D'altro canto, e forse all'opposto, queste immagini mantengono un carattere misterioso, suggeriscono qualcosa che non si riesce mai ad afferrare completamente (e non a caso, ancora, i titoli parlano di fantasmi, di Lazzaro, di anime...), ponendo lo spettatore in una condizione di disagio, solo parzialmente riscattato dalla già citata vena di surreale e macabro umorismo. Un disagio creato anche, quando non soprattutto, dagli ambienti all'interno dei quali si muovono i protagonisti della rappresentazione. Due sono, sostanzialmente, gli elementi portanti della scena, l'uno dal carattere macroscopico, l'altro più sottile, ma non per questo meno significativo. Il primo è senza dubbio costituito dall'incongruenza dei singoli brani che compongono l'interno, brani volutamente accostati in totale dispregio di qualsiasi bon ton arredatorio, forse guardando con affettuosa ironia taluni scatti del Beaton degli anni Cinquanta. Eccessivi i personaggi, eccessivi gli ambienti, dunque; sovraccarichi di segni, di forme, dove le scacchiere geometriche si sposano con improbabili memorie vittoriane, dove il cattivo gusto convive con inattese raffinatezze, dove i simboli si sovrappongono sino a elidersi a vicenda, in un totale rispecchiamento tra personaggio e ambiente.

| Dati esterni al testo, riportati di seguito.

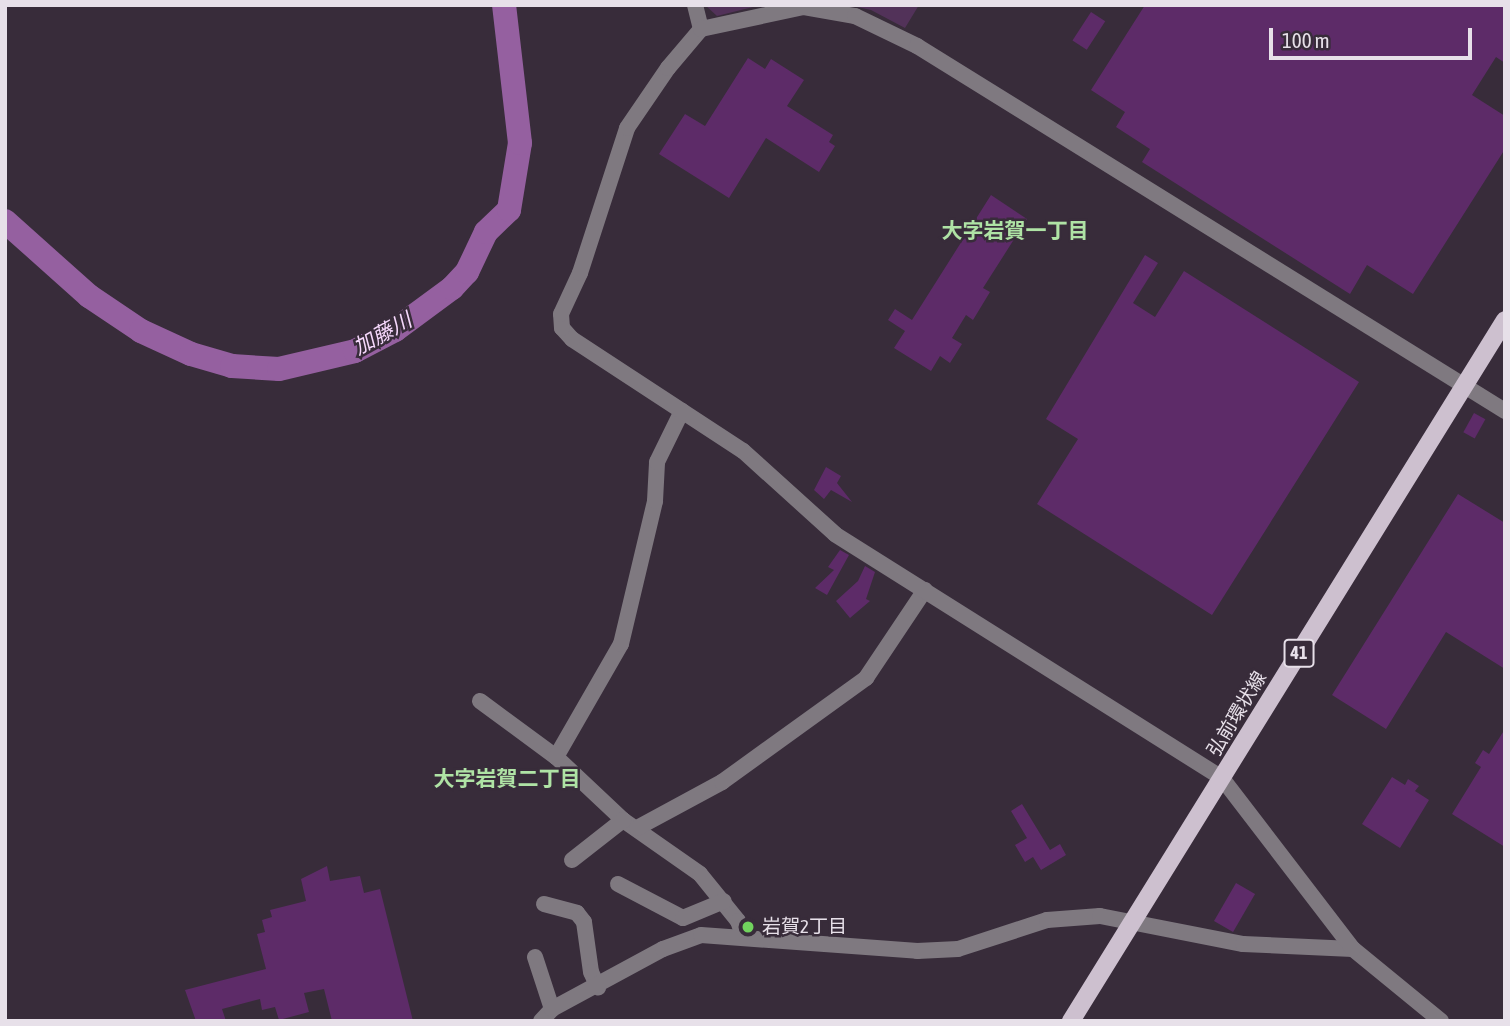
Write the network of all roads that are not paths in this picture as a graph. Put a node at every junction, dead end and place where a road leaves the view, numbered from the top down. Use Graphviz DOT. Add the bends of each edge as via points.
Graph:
graph roads {
  1 [pos="695,5"];
  2 [pos="701,29"];
  3 [pos="1505,320"];
  4 [pos="1463,385"];
  5 [pos="682,411"];
  6 [pos="1505,411"];
  7 [pos="925,590"];
  8 [pos="480,701"];
  9 [pos="556,757"];
  10 [pos="1223,778"];
  11 [pos="630,824"];
  12 [pos="572,860"];
  13 [pos="618,884"];
  14 [pos="724,901"];
  15 [pos="544,904"];
  16 [pos="1134,920"];
  17 [pos="744,939"];
  18 [pos="1353,949"];
  19 [pos="535,957"];
  20 [pos="598,987"];
  21 [pos="547,1015"];
  22 [pos="1071,1021"];
  23 [pos="1441,1021"];
  1 -- 2 [label="street"];
  2 -- 4 [label="street" via="804,7 879,25"];
  2 -- 5 [label="street" via="631,119 580,273 561,314 562,328 572,339"];
  3 -- 4 [label="main road, 弘前環状線 / 41"];
  4 -- 6 [label="street"];
  4 -- 10 [label="main road, 弘前環状線 / 41"];
  5 -- 7 [label="street" via="743,451 835,534"];
  5 -- 9 [label="street" via="657,462 655,500 621,644"];
  7 -- 10 [label="street"];
  7 -- 11 [label="street" via="866,678 722,782"];
  8 -- 9 [label="street"];
  9 -- 11 [label="street"];
  10 -- 16 [label="main road, 弘前環状線 / 41"];
  10 -- 18 [label="street"];
  11 -- 12 [label="street"];
  11 -- 14 [label="street" via="700,874"];
  13 -- 14 [label="street" via="683,918"];
  14 -- 17 [label="street"];
  15 -- 20 [label="street" via="577,913 584,922 591,972"];
  16 -- 17 [label="street" via="1057,918 958,949 917,951"];
  16 -- 18 [label="street" via="1243,944"];
  16 -- 22 [label="main road, 弘前環状線 / 41"];
  17 -- 20 [label="street" via="701,935 684,939"];
  18 -- 23 [label="street"];
  19 -- 21 [label="street"];
  20 -- 21 [label="street"];
}
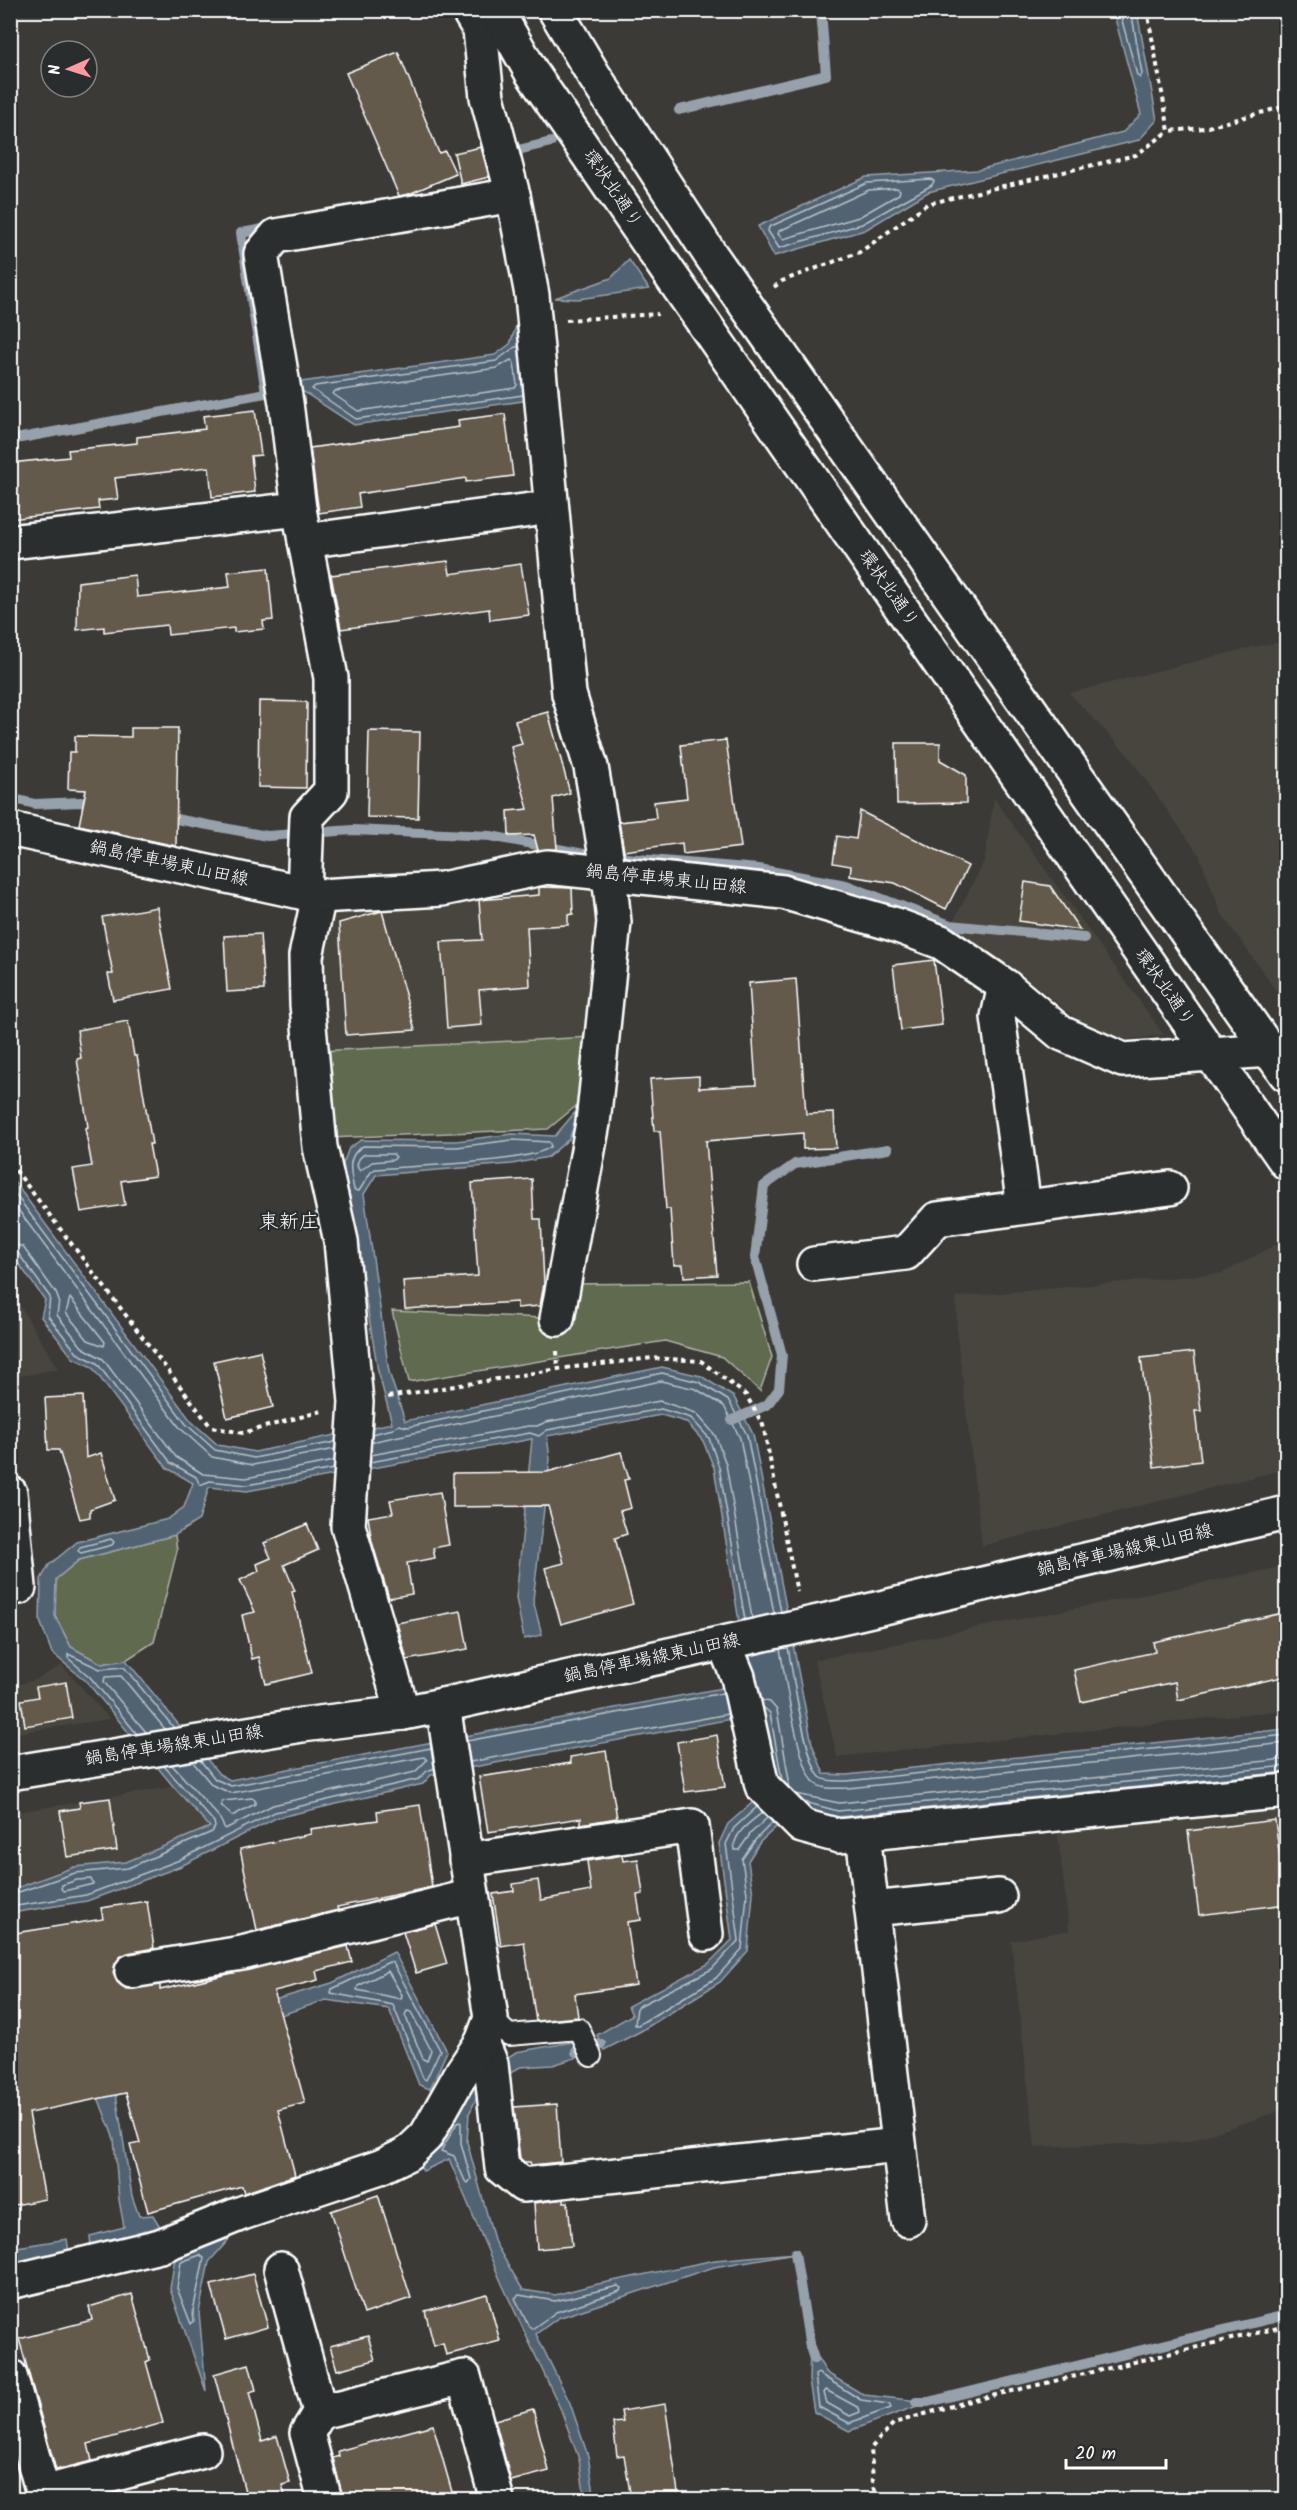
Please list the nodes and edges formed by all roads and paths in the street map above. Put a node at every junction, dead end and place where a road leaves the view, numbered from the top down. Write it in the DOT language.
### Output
graph roads {
  1 [pos="468,10"];
  2 [pos="496,10"];
  3 [pos="555,10"];
  4 [pos="1147,10"];
  5 [pos="1287,106"];
  6 [pos="1169,131"];
  7 [pos="510,181"];
  8 [pos="534,308"];
  9 [pos="748,308"];
  10 [pos="694,309"];
  11 [pos="299,509"];
  12 [pos="531,510"];
  13 [pos="305,541"];
  14 [pos="10,542"];
  15 [pos="10,829"];
  16 [pos="607,861"];
  17 [pos="312,895"];
  18 [pos="1005,986"];
  19 [pos="1209,1054"];
  20 [pos="1281,1057"];
  21 [pos="1287,1162"];
  22 [pos="10,1163"];
  23 [pos="1170,1188"];
  24 [pos="1024,1207"];
  25 [pos="814,1264"];
  26 [pos="557,1319"];
  27 [pos="412,1393"];
  28 [pos="355,1412"];
  29 [pos="10,1492"];
  30 [pos="1287,1513"];
  31 [pos="10,1588"];
  32 [pos="800,1626"];
  33 [pos="730,1642"];
  34 [pos="403,1713"];
  35 [pos="445,1718"];
  36 [pos="10,1773"];
  37 [pos="1287,1791"];
  38 [pos="863,1834"];
  39 [pos="466,1860"];
  40 [pos="472,1896"];
  41 [pos="999,1896"];
  42 [pos="872,1909"];
  43 [pos="706,1935"];
  44 [pos="132,1971"];
  45 [pos="589,2048"];
  46 [pos="479,2062"];
  47 [pos="899,2145"];
  48 [pos="908,2220"];
  49 [pos="281,2269"];
  50 [pos="10,2282"];
  51 [pos="1287,2326"];
  52 [pos="10,2376"];
  53 [pos="321,2412"];
  54 [pos="203,2451"];
  55 [pos="21,2452"];
  56 [pos="44,2496"];
  57 [pos="325,2499"];
  58 [pos="497,2499"];
  59 [pos="878,2499"];
  1 -- 7 [label="main road"];
  2 -- 10 [label="main road, 環状北通り"];
  3 -- 9 [label="main road"];
  4 -- 6 [label="path"];
  5 -- 6 [label="path"];
  6 -- 9 [label="path"];
  7 -- 8 [label="main road"];
  7 -- 11 [label="main road"];
  8 -- 10 [label="path"];
  8 -- 16 [label="main road"];
  9 -- 20 [label="main road"];
  10 -- 19 [label="main road, 環状北通り"];
  11 -- 13 [label="main road"];
  11 -- 14 [label="main road"];
  12 -- 13 [label="main road"];
  13 -- 17 [label="main road"];
  15 -- 17 [label="main road, 鍋島停車場東山田線"];
  16 -- 17 [label="main road, 鍋島停車場東山田線"];
  16 -- 18 [label="main road, 鍋島停車場東山田線"];
  16 -- 26 [label="main road"];
  17 -- 28 [label="main road"];
  18 -- 19 [label="main road, 鍋島停車場東山田線"];
  18 -- 24 [label="main road"];
  19 -- 20 [label="main road, 鍋島停車場東山田線"];
  19 -- 21 [label="main road, 環状北通り"];
  22 -- 28 [label="path"];
  23 -- 24 [label="main road"];
  24 -- 25 [label="main road"];
  27 -- 32 [label="path"];
  28 -- 34 [label="main road"];
  29 -- 31 [label="main road"];
  30 -- 32 [label="main road, 鍋島停車場線東山田線"];
  32 -- 33 [label="main road, 鍋島停車場線東山田線"];
  33 -- 35 [label="main road, 鍋島停車場線東山田線"];
  33 -- 38 [label="main road"];
  34 -- 35 [label="main road, 鍋島停車場線東山田線"];
  34 -- 36 [label="main road, 鍋島停車場線東山田線"];
  35 -- 39 [label="main road"];
  37 -- 38 [label="main road"];
  38 -- 42 [label="main road"];
  39 -- 40 [label="main road"];
  39 -- 43 [label="main road"];
  40 -- 44 [label="main road"];
  40 -- 46 [label="main road"];
  41 -- 42 [label="main road"];
  42 -- 47 [label="main road"];
  45 -- 46 [label="lane"];
  46 -- 47 [label="main road"];
  46 -- 50 [label="main road"];
  47 -- 48 [label="main road"];
  49 -- 53 [label="main road"];
  51 -- 59 [label="path"];
  52 -- 55 [label="main road"];
  53 -- 57 [label="main road"];
  53 -- 58 [label="main road"];
  54 -- 56 [label="main road"];
  55 -- 56 [label="main road"];
}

Luoghi abitati da un horror vacui ancora una volta al confine tra inquietudine e sberleffo, Wunderkammer dell'orrido piccolo-borghese, dove i mirabilia hanno definitivamente soppiantato i naturalia. il risultato finale appare infine, e non potrebbe essere altrimenti, come un gigantesco non senso, nel quale ogni interpretazione sembra essere al contempo legittima e insostenibile. Eppure, a ben guardare, alcuni dettagli meno appariscenti sembrano fornire una possibile chiave di lettura, se non univoca almeno credibile. E sufficiente soffermarsi, ad esempio, su una delle immagini più banali di questa mostra, all'apparenza caratterizzata solo dall'insolito trucco della protagonista, “Making Babies": sulla destra, in alto, tre comunissimi contenitori contengono in realtà, secondo le didascalie che gli accompagnano, sangue, latte e sperma. La chiave, forse, è qui, nel perturbante - già così caro ai surrealisti -, che invade la realtà, la quotidianità, trasformandola in un sogno o in un incubo. Non aveva forse scritto proprio Breton che "la beauté sera convulsive, ou ne sera pas"? A ben vedere, di tali particolari rivelatori, di tali indizi, sono ricche le opere di Eyre; che possono, allora, essere lette anche come interrogativi visivi, come gli enigmi posti dalla Sfinge, che solo l'illuminato (in questo caso l'artista stessa) può sciogliere.

Tutto ciò funziona, e può funzionare, infine, rispondendo a una necessità di base, all'unico, vero elemento cui queste opere non possono rinunciare, pena il crollo dell'intero edificio da esse costruito, vale a dire l'equilibrio tra invenzione e verosimiglianza.

Due sono, ancora una volta, le strade percorse da Janieta Eyre per raggiungere questo risultato: il carattere teatrale (non a caso posto in luce di recente da David Frankel come elemento distintivo del lavoro di Eyre rispetto a quello di Cindy Shcrman) è evidenziato dalla presenza dell'artista come protagonista di tutte le scene, sia essa singola o sdoppiata; il carattere realistico, quasi, verrebbe da dire, documentario, è dato dall'assoluto rigore con il quale le scene sono costruite, un rigore che conferisce all'immagine un senso di straniata credibilità. O, per dirla con le parole dell'artista: "I miei non sono autoritratti ma immagini attinte dai ricordi di sconosciuti; immagini in cui spero di non individuare niente di riconoscibile o di premeditato. Abbracciano un'accumulazione di memorie impossibili, la documentazione deliberata e meticolosa di un'irrealtà:
trascurando la mia vita quotidiana ne documento una invisibile. Costruisco così un'autobiografia che dipende più dalla possibilità che dalla realtà": in questa documentazione dell'irrealtà, dell'invisibile, realizzata con la cura meticolosa che l'alchimista riserva alle proprie sperimentazioni, risiede il fascino ultimo e profondo di queste immagini, capitolo ulteriore di quei mystères de la chambre noir che seguono la fotografia, sin dai tempi della sua nascita. Là, dove i fantasmi prendono corpo, senza cessare d'essere fantasmi.